Fiction for teens is important, and the most important fiction for teens is fiction deemed unsuitable for teens. It’s an incredibly deft art of creation to make work for young adults that isn’t patronizing or trite and that’s probably why teens start seeking out stuff ludicrously inappropriate for them, because they have learned that sex and death exist and are fairly suspicious of stories that do not acknowledge them. It is hard to find anyone who will take you or your experiences seriously as a teen, and often fiction is the first place you will find it (and sometimes, for a long time, the only place). There's a lot of junk in Dangan Ronpa, and finding and talking about making art that isn’t junk is important, the most important, but we also grow up next to junk and can’t escape junk, and junk can be resonant in ways that sometimes literally nothing else is. You can't do a casual Tumblr search through the Dangan Ronpa tag and not see that this game is touching something important for a lot of young folx, and that is because not despite its melodrama, severe tone shifts, over the top characters, and bizarre backstory. Dangan Ronpa was not made as accidentally as many of our favorite games here at ZEAL, which is worth taking seriously if for no other reason (I say even though I think apologizing for taking stuff aimed at young adults seriously is really boring and unnecessary (as are spoiler warnings, so consider this here is yours right now because I’m not holding even a little back)).

If you have been reading ZEAL for a bit, maybe it is apparent by now my favorite thing is fiction that doesn’t care if things get weird. Other things Dangan Ronpa is not afraid to do: be excessive and indulgent. Make jokes in a game about murder. Genre shift from slapstick comedy to genuine violence without time for the reader to emotionally prepare. Be melodramatic. Let its characters be less than pristine. Be lewd. Have characters that are impossibly huge and outgoing with exaggerated personalities. Suddenly become a science fiction narrative about contagious existential despair spread by high school students that destroyed the entire world. Deliberately draw attention to how they are not even explaining how any of the science fiction plot devices required for this twist actually work!

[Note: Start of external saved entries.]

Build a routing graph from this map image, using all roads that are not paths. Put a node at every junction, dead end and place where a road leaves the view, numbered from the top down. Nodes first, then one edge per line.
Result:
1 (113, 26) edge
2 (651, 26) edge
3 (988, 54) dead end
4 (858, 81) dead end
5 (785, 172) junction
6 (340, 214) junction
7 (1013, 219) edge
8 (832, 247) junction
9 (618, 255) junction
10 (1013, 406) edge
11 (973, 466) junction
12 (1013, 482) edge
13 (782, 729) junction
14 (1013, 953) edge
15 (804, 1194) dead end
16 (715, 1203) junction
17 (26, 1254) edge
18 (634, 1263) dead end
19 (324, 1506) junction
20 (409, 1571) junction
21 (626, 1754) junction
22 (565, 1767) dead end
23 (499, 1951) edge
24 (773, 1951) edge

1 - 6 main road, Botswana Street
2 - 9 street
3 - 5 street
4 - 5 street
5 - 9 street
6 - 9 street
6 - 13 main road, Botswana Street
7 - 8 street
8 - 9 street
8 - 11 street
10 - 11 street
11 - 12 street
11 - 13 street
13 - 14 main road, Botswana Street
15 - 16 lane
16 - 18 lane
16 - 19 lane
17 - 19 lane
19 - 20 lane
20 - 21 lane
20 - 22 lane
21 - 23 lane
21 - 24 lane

We here at ZEAL have been talking about the creation of characters and worlds in games, frequently about accidental decisions with fascinating consequences, which makes Dangan Ronpa a bit different because so many of its decisions around character and world aren't emergent consequences of the game system but baked into its premise. That's why the blood in Dangan Ronpa is searing pink, because they wanted a game about teens murdering each other to be purchasable by teens, maybe saying in and of itself just about everything about Dangan Ronpa knowing its audience. Stories about hot teens dying are terribly compelling, for everyone but especially for teens. Dangan Ronpa is hugely popular among a demographic that it’s just barely on the edge of being technically suitable for, and that is not weird but exactly what I would hope and expect; waves of recession have cultivated a Japanese young adult fiction industry for teens that not only are fully aware how awful entering society is going to be and how difficult it will be to even do it.

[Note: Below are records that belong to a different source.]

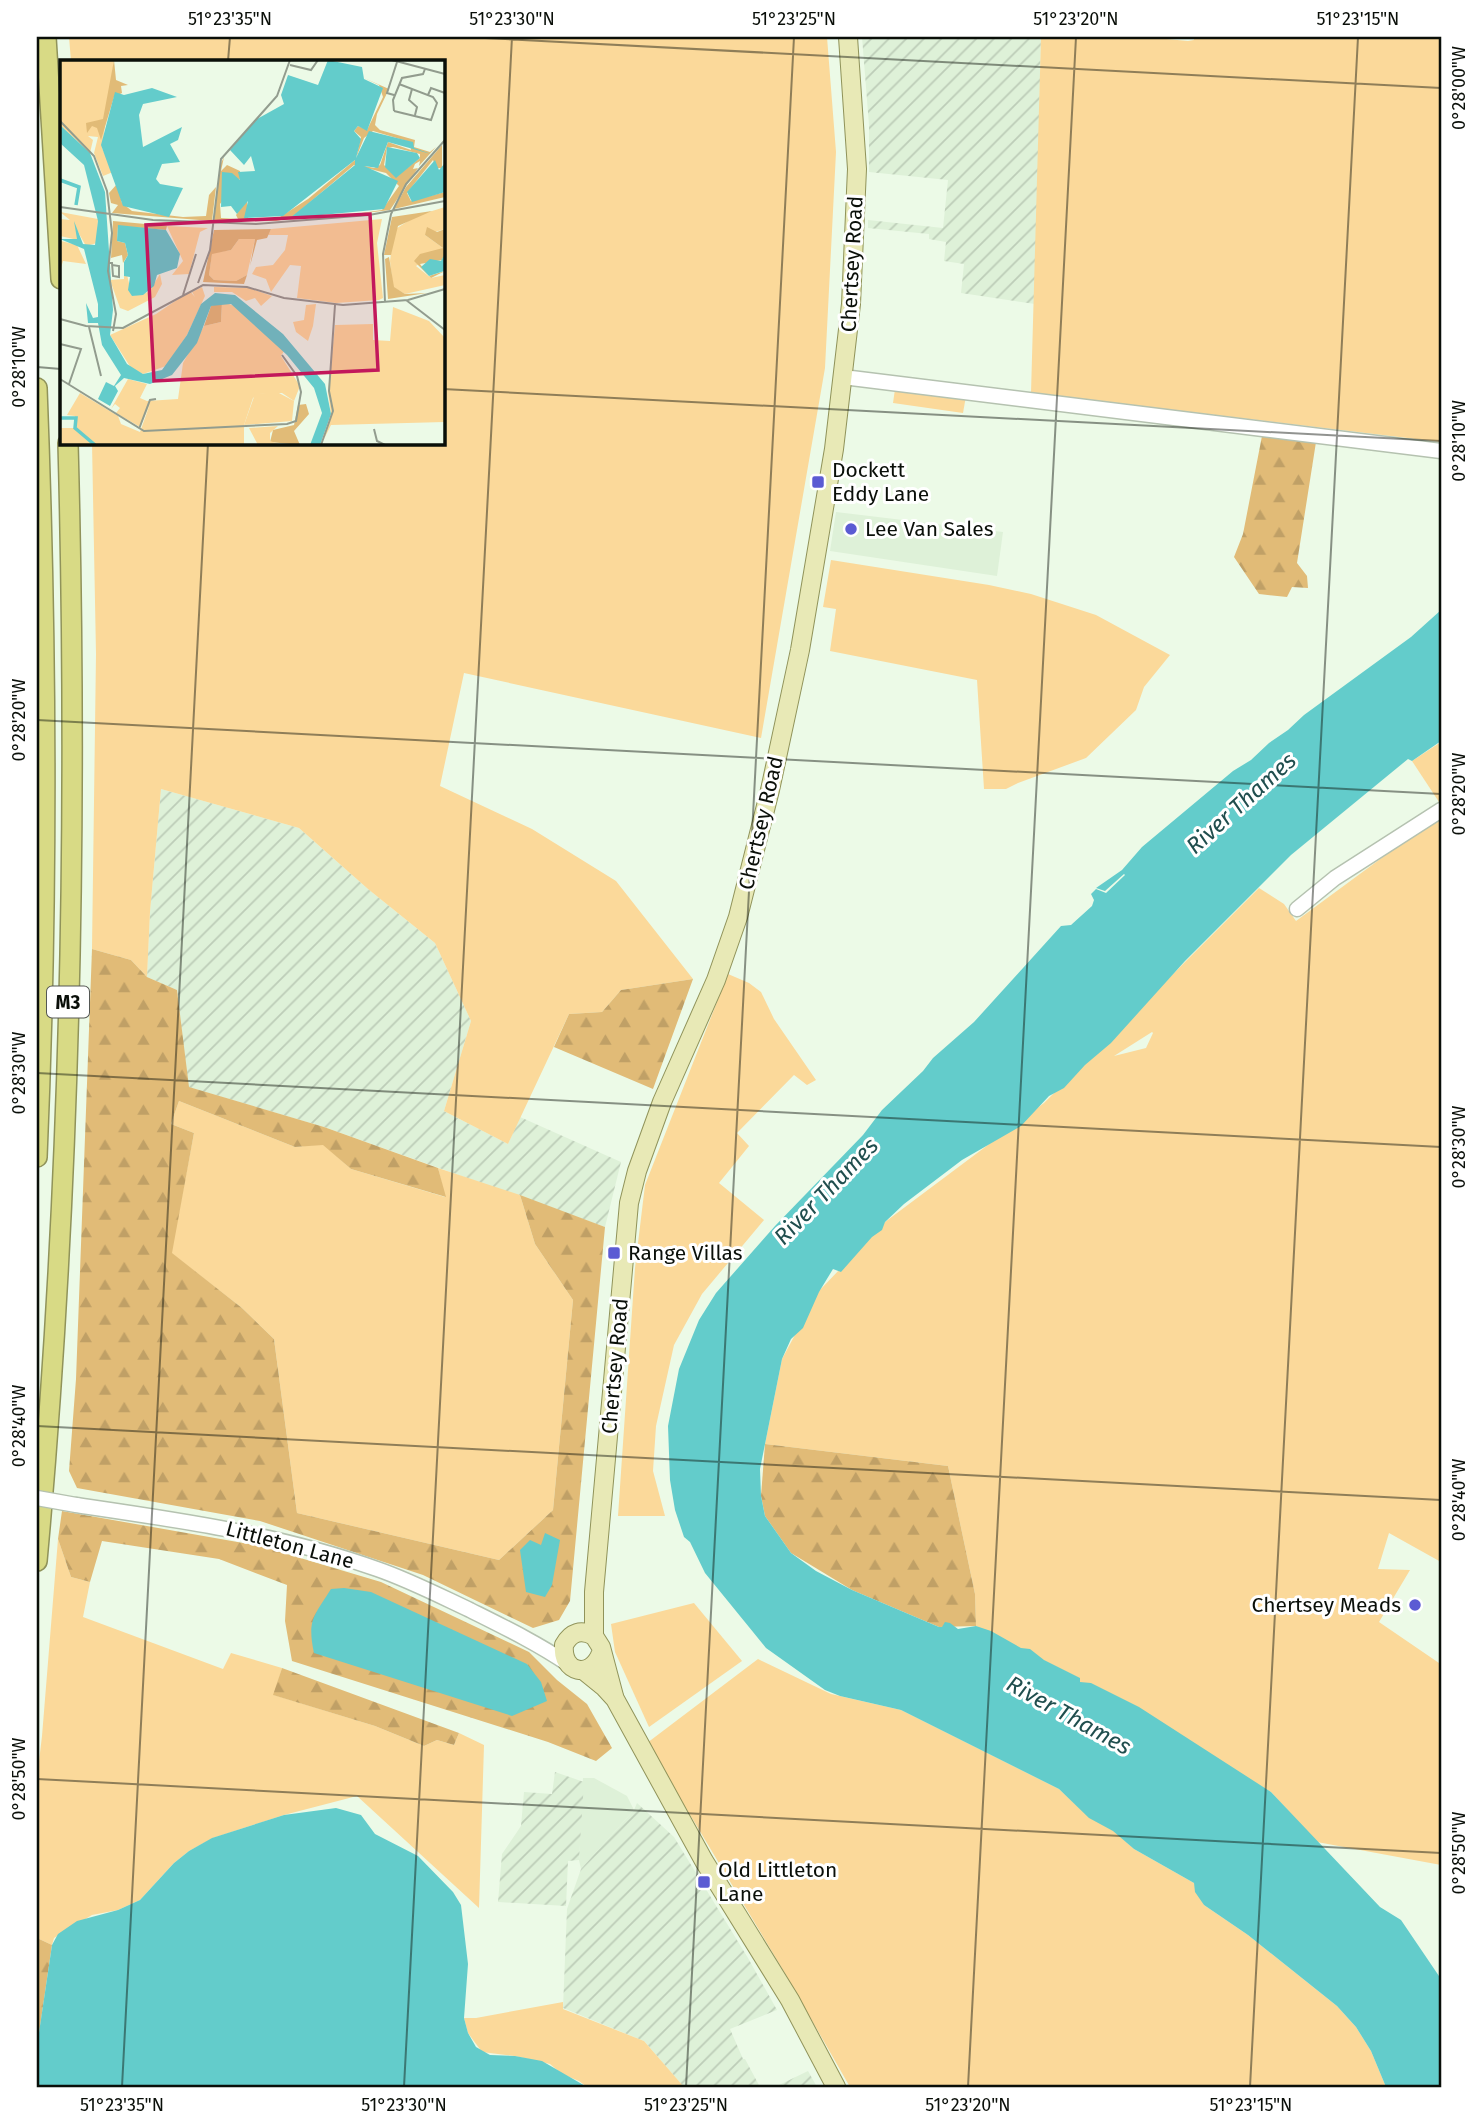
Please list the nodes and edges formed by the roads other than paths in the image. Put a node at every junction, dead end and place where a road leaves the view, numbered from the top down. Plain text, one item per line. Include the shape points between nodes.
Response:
1 (46, 37) edge
2 (848, 37) edge
3 (60, 263) edge
4 (843, 377) junction
5 (37, 388) edge
6 (68, 444) edge
7 (1441, 451) edge
8 (1441, 810) edge
9 (1297, 909) dead end
10 (37, 1157) edge
11 (37, 1498) edge
12 (37, 1561) edge
13 (580, 1636) junction
14 (529, 1639) junction
15 (601, 1653) junction
16 (576, 1667) junction
17 (615, 1699) junction
18 (836, 2087) edge

1 - 3 highway
2 - 4 main road, Chertsey Road via 857,182
4 - 7 street
4 - 13 main road, Chertsey Road via 816,566 755,858 723,964 662,1102 629,1203 594,1592
5 - 10 highway, M3 via 45,816
6 - 12 highway, M3 via 73,779 70,956 56,1308
8 - 9 street via 1335,878
11 - 14 street, Littleton Lane, bridge via 208,1524 326,1552 425,1588
13 - 14 street via 552,1643
13 - 15 main road via 601,1647
13 - 16 main road via 563,1652
14 - 16 street, Littleton Lane
15 - 16 main road via 593,1667
15 - 17 main road
16 - 17 main road
17 - 18 main road

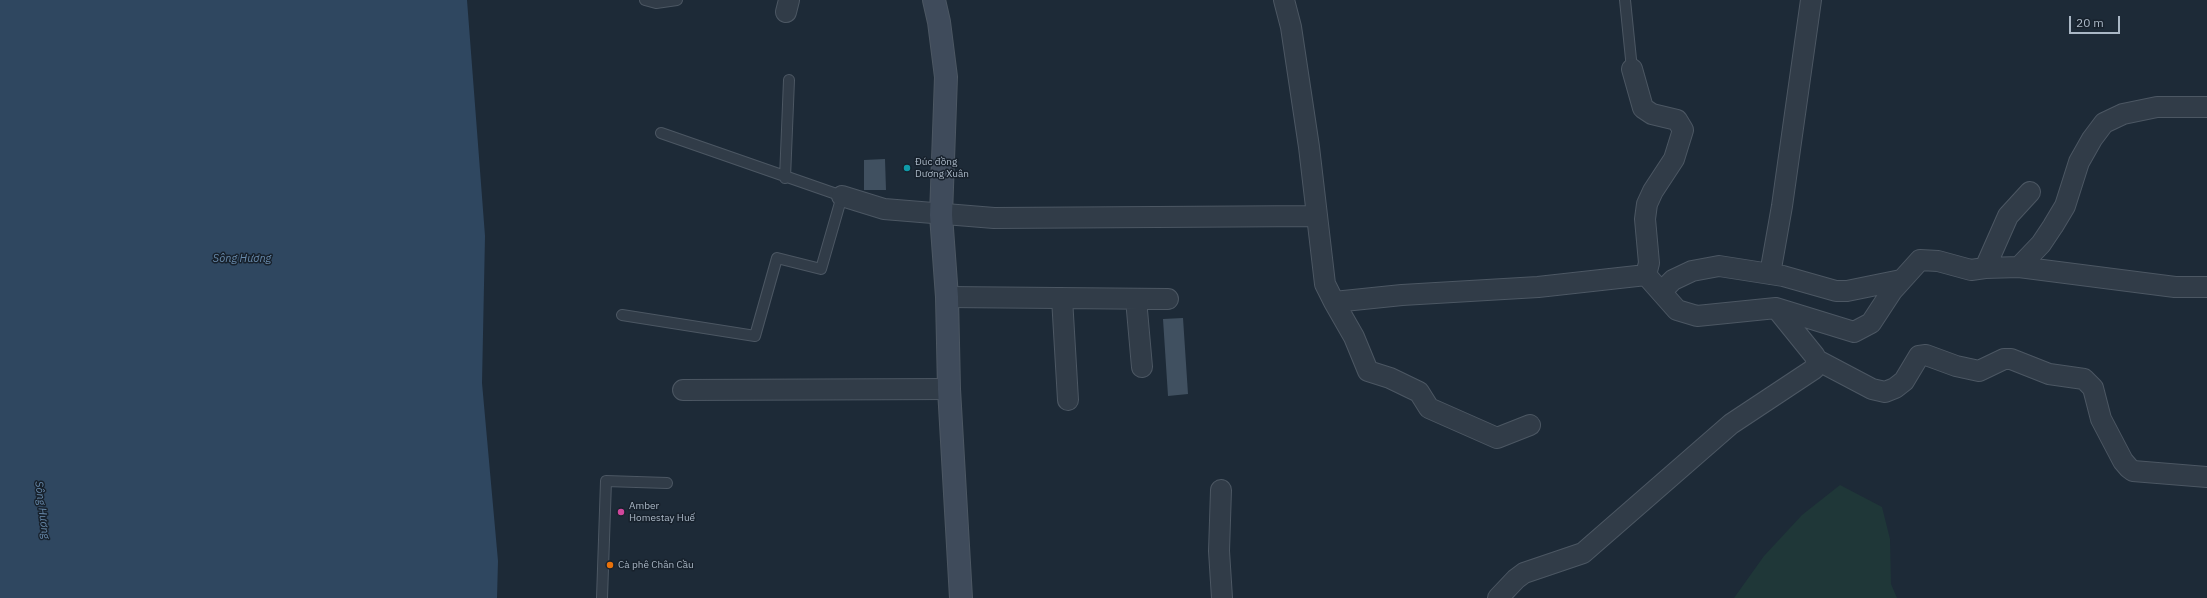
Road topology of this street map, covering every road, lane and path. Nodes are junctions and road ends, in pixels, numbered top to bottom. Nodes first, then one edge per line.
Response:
1 (645, 0) edge
2 (677, 0) edge
3 (934, 0) edge
4 (1284, 0) edge
5 (1625, 0) edge
6 (1811, 0) edge
7 (1632, 69) joint
8 (789, 80) dead end
9 (2207, 107) edge
10 (662, 133) dead end
11 (785, 178) junction
12 (2030, 192) dead end
13 (842, 196) junction
14 (941, 215) junction
15 (1317, 216) junction
16 (2019, 267) junction
17 (1985, 268) junction
18 (1770, 274) junction
19 (1646, 275) junction
20 (1901, 280) junction
21 (2207, 287) edge
22 (1661, 292) junction
23 (947, 297) junction
24 (1062, 298) junction
25 (1136, 299) junction
26 (1168, 299) dead end
27 (1334, 302) junction
28 (1776, 308) junction
29 (622, 315) dead end
30 (1817, 360) junction
31 (1142, 367) dead end
32 (949, 389) junction
33 (683, 390) dead end
34 (1068, 400) dead end
35 (1530, 426) dead end
36 (2207, 477) edge
37 (667, 483) dead end
38 (1220, 490) dead end
39 (602, 598) edge
40 (961, 598) edge
41 (1222, 598) edge
42 (1498, 598) edge

1 - 2 lane
3 - 14 street
4 - 15 street
5 - 7 lane
6 - 18 street
7 - 19 street
8 - 11 lane
9 - 16 street
10 - 11 lane
11 - 13 lane
12 - 17 street
13 - 14 street
13 - 29 lane
14 - 15 street
14 - 23 street
15 - 27 street
16 - 17 street
16 - 21 street
17 - 20 street
18 - 20 street
18 - 22 street
19 - 22 street
19 - 27 street
20 - 28 street
22 - 28 street
23 - 24 street
23 - 32 street
24 - 25 street
24 - 34 street
25 - 26 street
25 - 31 street
27 - 35 street
28 - 30 street
30 - 36 street
30 - 42 street
32 - 33 street
32 - 40 street
37 - 39 lane
38 - 41 street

As the premise is "teens murder each other and must figure out which one of them did it or be killed themselves" Dangan Ronpa is hugely melodramatic, a convergence of both the mastermind's plot to fill the students with despair and the creator's desires to fill the players with supercharged emotions. Throwing super intense characters in a super intense situation gets teen feelings in ways that not a lot else does—it's quite the opposite of the realism of teen experience but captures the truth that's in the sheer intensity of how dramatic and overwhelming and apocalyptic and life or death living can feel, and not just for teens.

Real human beings don’t actually behave like the cast of Dangan Ronpa either, yet Dangan Ronpa still works very well at a sort of melodramatic truth beyond the truth, even because of it. It's possible to cartoonishly distort and exaggerate the texture and character of anime characters and still have them resonate with reality, no differently from how Dee Goggans plays with their physical anatomy in the title illustration up there at the top. The deliberate exaggeration works well as it’s not the point of Dangan Ronpa to provide a subtle and meditative critique in the first place so much as it is about representing how intense and awful it is to be a teen. The personalities are less realistic than the murders but they’re there for the same reason, because impossibly intense hot teens dying is very compelling no matter how clearly the seams show.

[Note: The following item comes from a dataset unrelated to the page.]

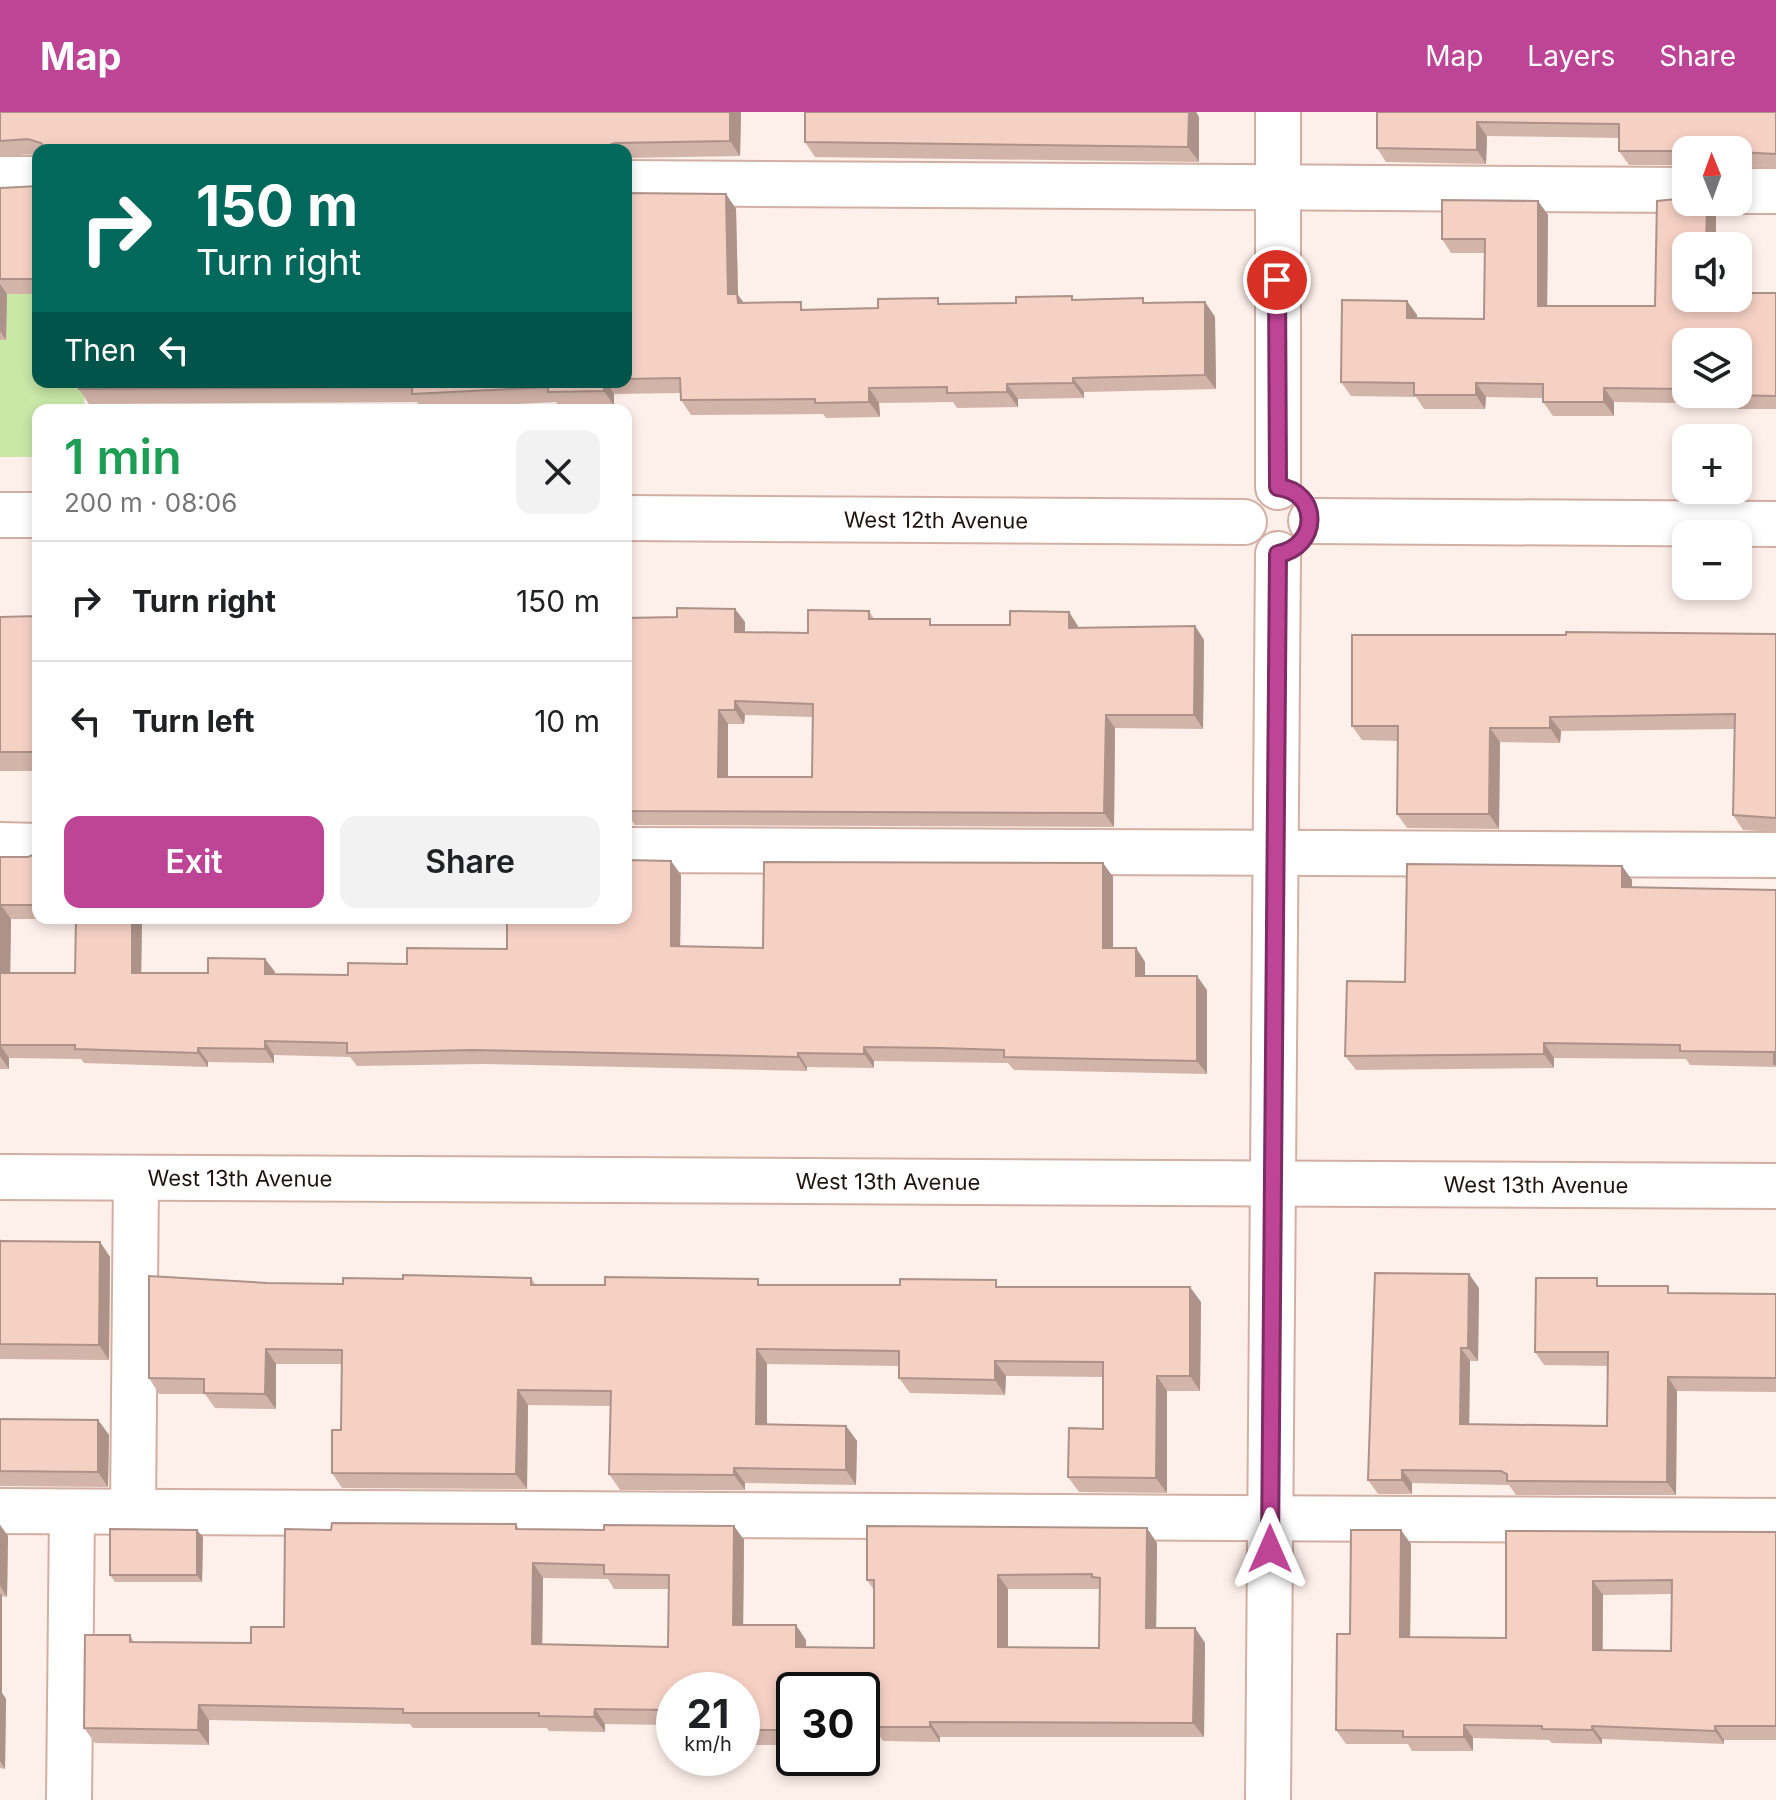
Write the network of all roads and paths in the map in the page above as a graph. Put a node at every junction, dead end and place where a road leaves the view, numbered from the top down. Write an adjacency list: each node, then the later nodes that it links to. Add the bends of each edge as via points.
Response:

This is the exact reason why every characters is “ultimate something-or-other,” not even just a stock type like the jock or the nerd or whatever but the ULTIMATE jock/nerd/whatever. The framework for creating these super intense characters is of course equally extreme, and the game even draws your attention to the fact that they’re larger than life. There’s practical reasons for this — cliche character traits are easy starting points to build from; Fire Emblem:Awakening does this too, and believe me it is very hard to create that many characters in a plot vacuum without some kind of structure. The personalities have to be huge so that they’ll clash with each other, because that’s the place at which the characters start getting interesting and this game is noticeably more about the motives and emotional results of the murders than the logic puzzle of solving them. It’s important that the characters are at odds with themselves as much as each other, too, to give them weak spots and vulnerabilities and places for motive and conflict. So say, the Ultimate Swordswoman is played to type as this cold-eyed badass, but she has a ludicrously cute name (Peko Pekoyama). The contrast makes her interesting; you want to know why she’s like that. The Ultimate Punk Rock Girl is based on subtle nods to impossibly cute ultrafeminine anime K-on, yet she’s got dyed hair and piercings and talks at 100mph.

Dangan Ronpa’s willingness to let their characters be less than pristine is part of why Dangan Ronpa stands out compared to a lot of its anime contemporaries. The characters are very funny, but a lot of what makes them funny is a function of their emotional baggage, the contradictions between the self they show the world, and the person they really are. Mikan, Ultimate Nurse, apologizes reflexively and attracts bullying like a lightning rod and that is extremely, painfully relatable, despite that her clumsiness is played for laughs; there is an uncomfortable edge to her weakness and fear beyond the joke of it, and it's a hook the story continues to build on. Hiyoko, the Ultimate Dancer, bullies Mikan at every opportunity, and it becomes clear that's because Hiyoko is clumsy, awkward, and helpless herself, and she’s reacted to bullying by being a bully herself. She’s more merciless to Mikan than anyone else precisely because the weakness she despises in Mikan is the weakness she despises in herself, and that never needs to be said out loud because you were her or knew someone like her and you know enough about how human beings work to do the math yourself.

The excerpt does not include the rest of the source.